Bringing BlueConic to the Databricks MCP Marketplace: A New Way to Put Customer Data to Work
Learn how BlueConic's MCP Server for the Databricks Marketplace gives AI agents secure access to real-time customer context, enabling smarter AI workflows.


Key takeaways
- BlueConic MCP brings real-time customer context into Databricks, making it easier for AI applications to access the profiles, audiences, and behavioral signals they need.
- By combining customer context from BlueConic with governed enterprise data in Databricks, organizations can build more intelligent AI applications and machine learning models.
- BlueConic MCP provides a secure, standardized connection between BlueConic and Databricks, allowing teams to extend AI capabilities while maintaining existing governance and permissions.
Earlier this year, we announced our partnership with Databricks to help enterprises activate governed customer data more easily through the Databricks Marketplace. Together, BlueConic and Databricks give organizations a modern foundation for customer intelligence: Databricks powers analytics, AI, and machine learning, while BlueConic turns those insights into real-time customer decisions and cross-channel engagement.
Today, we're taking that partnership a step further.
BlueConic is bringing its Model Context Protocol (MCP) Server to the Databricks Marketplace, giving joint customers a secure, standardized way for AI agents and applications running in Databricks to interact directly with customer context stored in BlueConic.
Why it matters
AI is becoming a core part of how marketing and data teams work. Organizations are building intelligent assistants, automated workflows, and custom AI applications to answer questions, generate insights, and accelerate decision making.

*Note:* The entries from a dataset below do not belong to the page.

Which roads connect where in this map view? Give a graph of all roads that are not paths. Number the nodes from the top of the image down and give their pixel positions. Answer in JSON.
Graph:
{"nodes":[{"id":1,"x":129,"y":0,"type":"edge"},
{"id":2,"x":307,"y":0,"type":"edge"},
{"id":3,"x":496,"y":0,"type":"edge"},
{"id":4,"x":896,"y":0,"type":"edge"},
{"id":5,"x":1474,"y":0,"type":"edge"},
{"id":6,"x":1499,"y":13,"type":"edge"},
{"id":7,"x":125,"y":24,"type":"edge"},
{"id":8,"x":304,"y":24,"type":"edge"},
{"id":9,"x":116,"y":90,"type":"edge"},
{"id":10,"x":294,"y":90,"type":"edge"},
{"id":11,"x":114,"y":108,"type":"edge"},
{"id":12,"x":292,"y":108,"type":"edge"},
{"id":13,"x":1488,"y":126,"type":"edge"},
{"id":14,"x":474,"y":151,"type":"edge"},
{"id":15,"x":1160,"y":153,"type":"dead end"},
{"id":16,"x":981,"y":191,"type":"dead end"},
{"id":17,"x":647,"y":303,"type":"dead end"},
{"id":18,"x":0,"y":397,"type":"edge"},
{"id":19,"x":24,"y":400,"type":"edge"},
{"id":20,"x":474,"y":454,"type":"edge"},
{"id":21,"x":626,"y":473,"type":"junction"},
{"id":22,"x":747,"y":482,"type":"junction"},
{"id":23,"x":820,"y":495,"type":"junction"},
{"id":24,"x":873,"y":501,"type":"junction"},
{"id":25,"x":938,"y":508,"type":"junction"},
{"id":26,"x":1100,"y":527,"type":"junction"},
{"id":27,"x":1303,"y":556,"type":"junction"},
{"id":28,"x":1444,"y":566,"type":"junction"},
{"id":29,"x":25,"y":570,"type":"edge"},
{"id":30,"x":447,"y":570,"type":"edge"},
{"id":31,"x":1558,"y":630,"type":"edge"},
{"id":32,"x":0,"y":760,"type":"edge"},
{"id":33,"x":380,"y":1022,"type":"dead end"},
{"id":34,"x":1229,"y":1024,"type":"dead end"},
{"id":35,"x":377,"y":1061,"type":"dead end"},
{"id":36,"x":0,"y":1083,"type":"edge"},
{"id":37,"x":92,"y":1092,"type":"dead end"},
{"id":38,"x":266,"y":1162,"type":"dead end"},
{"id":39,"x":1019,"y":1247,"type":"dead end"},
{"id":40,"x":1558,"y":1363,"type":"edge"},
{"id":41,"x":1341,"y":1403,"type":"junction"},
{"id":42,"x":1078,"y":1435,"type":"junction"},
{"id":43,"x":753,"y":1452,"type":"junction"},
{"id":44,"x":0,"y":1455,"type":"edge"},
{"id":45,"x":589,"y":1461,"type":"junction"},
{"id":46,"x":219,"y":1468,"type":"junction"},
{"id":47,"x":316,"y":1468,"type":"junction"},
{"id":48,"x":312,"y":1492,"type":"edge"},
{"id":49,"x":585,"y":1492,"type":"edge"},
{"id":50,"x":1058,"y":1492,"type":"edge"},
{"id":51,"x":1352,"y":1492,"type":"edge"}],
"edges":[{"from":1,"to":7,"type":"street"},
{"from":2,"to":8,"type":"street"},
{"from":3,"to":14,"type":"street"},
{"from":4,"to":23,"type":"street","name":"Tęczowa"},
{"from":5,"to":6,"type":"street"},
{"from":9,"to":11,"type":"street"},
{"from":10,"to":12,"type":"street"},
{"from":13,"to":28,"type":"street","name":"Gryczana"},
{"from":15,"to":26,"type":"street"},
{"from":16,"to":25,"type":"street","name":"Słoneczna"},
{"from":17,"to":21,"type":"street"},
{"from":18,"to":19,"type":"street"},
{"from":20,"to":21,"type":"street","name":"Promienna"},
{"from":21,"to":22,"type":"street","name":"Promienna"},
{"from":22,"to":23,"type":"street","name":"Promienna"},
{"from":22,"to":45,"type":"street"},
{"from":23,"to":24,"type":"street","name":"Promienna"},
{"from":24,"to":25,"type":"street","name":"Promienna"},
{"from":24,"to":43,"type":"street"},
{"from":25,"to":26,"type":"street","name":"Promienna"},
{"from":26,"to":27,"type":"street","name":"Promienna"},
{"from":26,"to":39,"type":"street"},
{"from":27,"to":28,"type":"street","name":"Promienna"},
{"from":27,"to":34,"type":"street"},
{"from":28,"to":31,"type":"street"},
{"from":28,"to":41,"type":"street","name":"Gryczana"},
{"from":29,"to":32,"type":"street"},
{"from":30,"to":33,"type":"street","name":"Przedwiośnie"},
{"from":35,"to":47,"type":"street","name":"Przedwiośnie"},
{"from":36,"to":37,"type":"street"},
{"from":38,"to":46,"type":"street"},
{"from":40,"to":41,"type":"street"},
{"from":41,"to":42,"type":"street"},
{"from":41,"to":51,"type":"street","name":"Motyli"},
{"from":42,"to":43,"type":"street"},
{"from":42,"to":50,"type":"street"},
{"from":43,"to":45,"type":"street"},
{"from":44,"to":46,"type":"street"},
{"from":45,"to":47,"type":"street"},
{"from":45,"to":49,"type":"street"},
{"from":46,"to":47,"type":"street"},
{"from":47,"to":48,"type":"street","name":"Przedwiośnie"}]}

But AI is only as useful as the context it can access.
For many enterprise organizations, the richest customer context doesn't live in a data warehouse alone. It lives in the Customer Data Platform, where customer profiles, audience memberships, preferences, engagement history, consent, and real-time behavioral signals come together to create a complete picture of each customer.
The challenge has been making that customer context readily available where AI is working.
BlueConic MCP changes that.
Customer context, available where AI is working
By publishing BlueConic's MCP Server in the Databricks Marketplace, we're making it easier for AI agents running within Databricks to securely access and act on customer context managed in BlueConic.
Instead of building and maintaining custom integrations, organizations can connect AI workflows directly to the customer data marketers already use every day.
That opens the door to new possibilities for shared BlueConic and Databricks customers.
Build richer AI applications
Bring customer profiles, audience memberships, engagement history, preferences, and other customer context into Databricks AI workflows to create applications that understand not just enterprise data, but the customers behind it.
Improve machine learning models
Combine BlueConic's rich customer context with governed data and model development in Databricks to build stronger propensity, churn, lifetime value, personalization, and recommendation models.
Turn insights into action faster
Move beyond analyzing customer behavior to acting on it. AI workflows can use current customer context from BlueConic to inform recommendations, personalize interactions, and support real-time marketing decisions without relying on disconnected data pipelines.
Built for enterprise governance
As with everything we build, security and governance remain foundational.
BlueConic MCP uses the same OAuth-based authentication and permission model customers already trust today. Organizations maintain control over what AI applications can access, while existing security policies and administrative guardrails continue to apply.
The result is a simpler way to connect customer context with AI workflows without introducing new governance models or operational complexity.
Continuing our investment in open AI ecosystems
The future of enterprise AI won't be built inside a single platform. It will be powered by connected systems that each contribute what they do best.
Databricks provides a world-class foundation for data, analytics, and AI. BlueConic provides the real-time customer context and decisioning that help organizations turn intelligence into meaningful customer experiences.
With BlueConic MCP coming to the Databricks Marketplace, we're making it easier for customers to bring those capabilities together—helping AI applications understand customers more completely and enabling teams to move from insight to action faster.
Learn more about BlueConic MCP in our Help Center, or visit the Databricks Marketplace listing to see how you can connect BlueConic customer context to your Databricks AI workflows.
Frequently asked questions
What is BlueConic MCP?
BlueConic MCP (Model Context Protocol) is a secure interface that allows AI agents and applications to interact directly with customer context managed in BlueConic. By publishing BlueConic MCP in the Databricks Marketplace, organizations can more easily connect Databricks AI workflows with the rich customer profiles, audiences, and behavioral data stored in BlueConic.
Who benefits from this integration?
This capability is designed for organizations that use both BlueConic and Databricks. It enables data teams and marketers to combine governed enterprise data with real-time customer context, making it easier to build AI applications, improve machine learning models, and power more informed customer decisions.
How is customer data secured?
BlueConic MCP uses the same OAuth-based authentication and permission model customers already use with BlueConic. Administrators maintain full control over what AI applications can access, ensuring existing governance policies and security controls remain in place.
What kinds of AI use cases does BlueConic MCP support?
Organizations can use BlueConic MCP to enrich AI workflows with customer context, improve predictive and personalization models, enable AI-powered customer insights, and support applications that need a more complete understanding of each customer.